Sales of poultry products dropped sharply Monday as authorities continued culling thousands of chickens in the West Indian Maharashtra, where the first confirmed case of bird flu was reported, Indo-Asian News Service (IANS) reported in New Delhi.

Officials also stepped up efforts to identify and examine poultry workers in the Navapur village of Nandurbar district in the region, in an effort to fight the global disease.

"The culling process is continuing satisfactorily and is likely to be completed over the next couple of days," IANS quoted T.P. Doke, Maharashtra's director of health services, as saying.

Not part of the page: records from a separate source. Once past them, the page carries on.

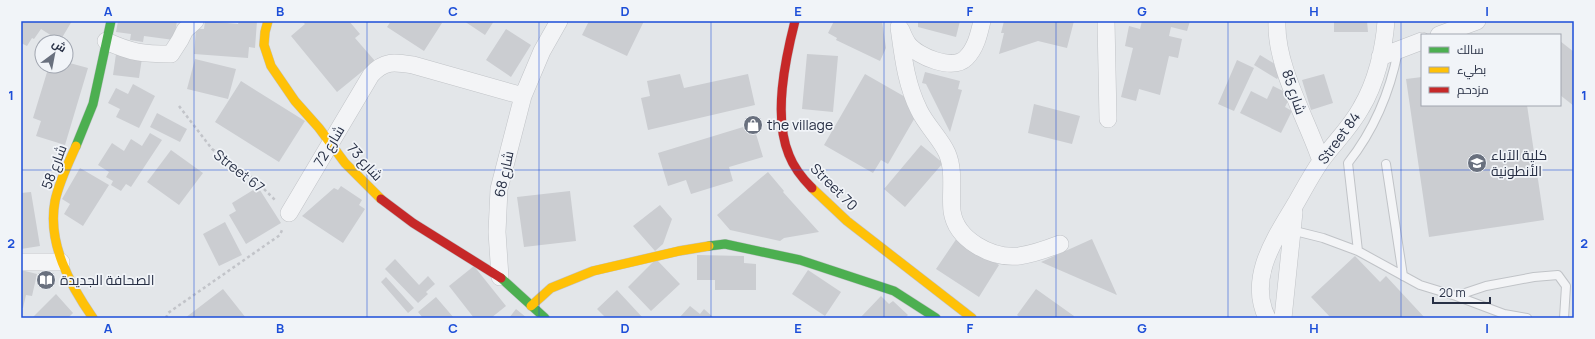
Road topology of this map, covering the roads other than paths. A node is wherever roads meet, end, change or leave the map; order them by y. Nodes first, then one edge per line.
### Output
1 (111, 21) edge
2 (195, 21) edge
3 (268, 21) edge
4 (559, 21) edge
5 (795, 21) edge
6 (982, 21) edge
7 (1106, 21) edge
8 (1277, 21) edge
9 (1386, 21) edge
10 (1477, 21) edge
11 (898, 24) edge
12 (1442, 34) edge
13 (106, 41) junction
14 (1421, 41) edge
15 (1398, 50) junction
16 (1380, 57) junction
17 (524, 96) junction
18 (1108, 119) dead end
19 (331, 143) junction
20 (1321, 162) junction
21 (1386, 164) dead end
22 (288, 213) road end
23 (1287, 228) junction
24 (1060, 244) dead end
25 (1358, 251) junction
26 (21, 262) edge
27 (61, 262) junction
28 (1403, 276) junction
29 (500, 277) junction
30 (1456, 296) junction
31 (531, 306) junction
32 (93, 318) edge
33 (545, 318) edge
34 (936, 318) edge
35 (972, 318) edge
36 (1267, 318) edge
37 (1282, 318) edge
38 (1527, 318) edge
39 (1564, 318) edge

1 - 13 street, شارع 58
2 - 13 street
3 - 19 street, شارع 73
4 - 17 street, شارع 68
5 - 35 street, Street 70
6 - 11 street
7 - 18 street
8 - 20 street, شارع 85
9 - 16 street, Street 84
10 - 12 street
11 - 24 street
13 - 27 street, شارع 58
14 - 15 street
15 - 16 street
15 - 25 lane
16 - 20 street, Street 84
17 - 19 street, شارع 72
17 - 29 street, شارع 68
19 - 22 street, شارع 72
19 - 29 street, شارع 73
20 - 23 street, Street 84
21 - 28 lane
23 - 25 lane
23 - 36 street
23 - 37 street
25 - 28 lane
26 - 27 street
27 - 32 street, شارع 58
28 - 30 lane
29 - 31 street
30 - 38 lane
30 - 39 lane
31 - 33 street
31 - 34 street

"We are constantly monitoring the condition of seven people who have been admitted in a local hospital here with mild fever. There is no cause for any alarm yet," he added.

The Navapur hospital has been strengthened with an additional 15- bed isolation ward and four ventilators. Two anesthetists and four clinicians have also been added to its regular staff.

Doke said two relatives of a poultry farm owner from Nandurbar district, who died Friday in a hospital at Surat in Gujarat, had been admitted in an isolated ward of a hospital as a precautionary measure.

It is reported that in Delhi, officials said investigations had confirmed that the man who had earlier been suspected to have been affected by bird flu in Sonar had not been infected.

Reacting to reports that poultry traders in the affected region have protested the move to cull thousands of birds, Doke said initially a "small section of them" had been opposed to the idea but were now cooperating with the authorities.

Meanwhile, sale of poultry products, mainly chickens, in major state markets like Mumbai witnessed a sharp plunge as cautious buyers preferred to stay away due to bird flu scare.

In Mumbai's crowded Crawford market, poultry traders said their average sales had plummeted by 40 to 60 percent.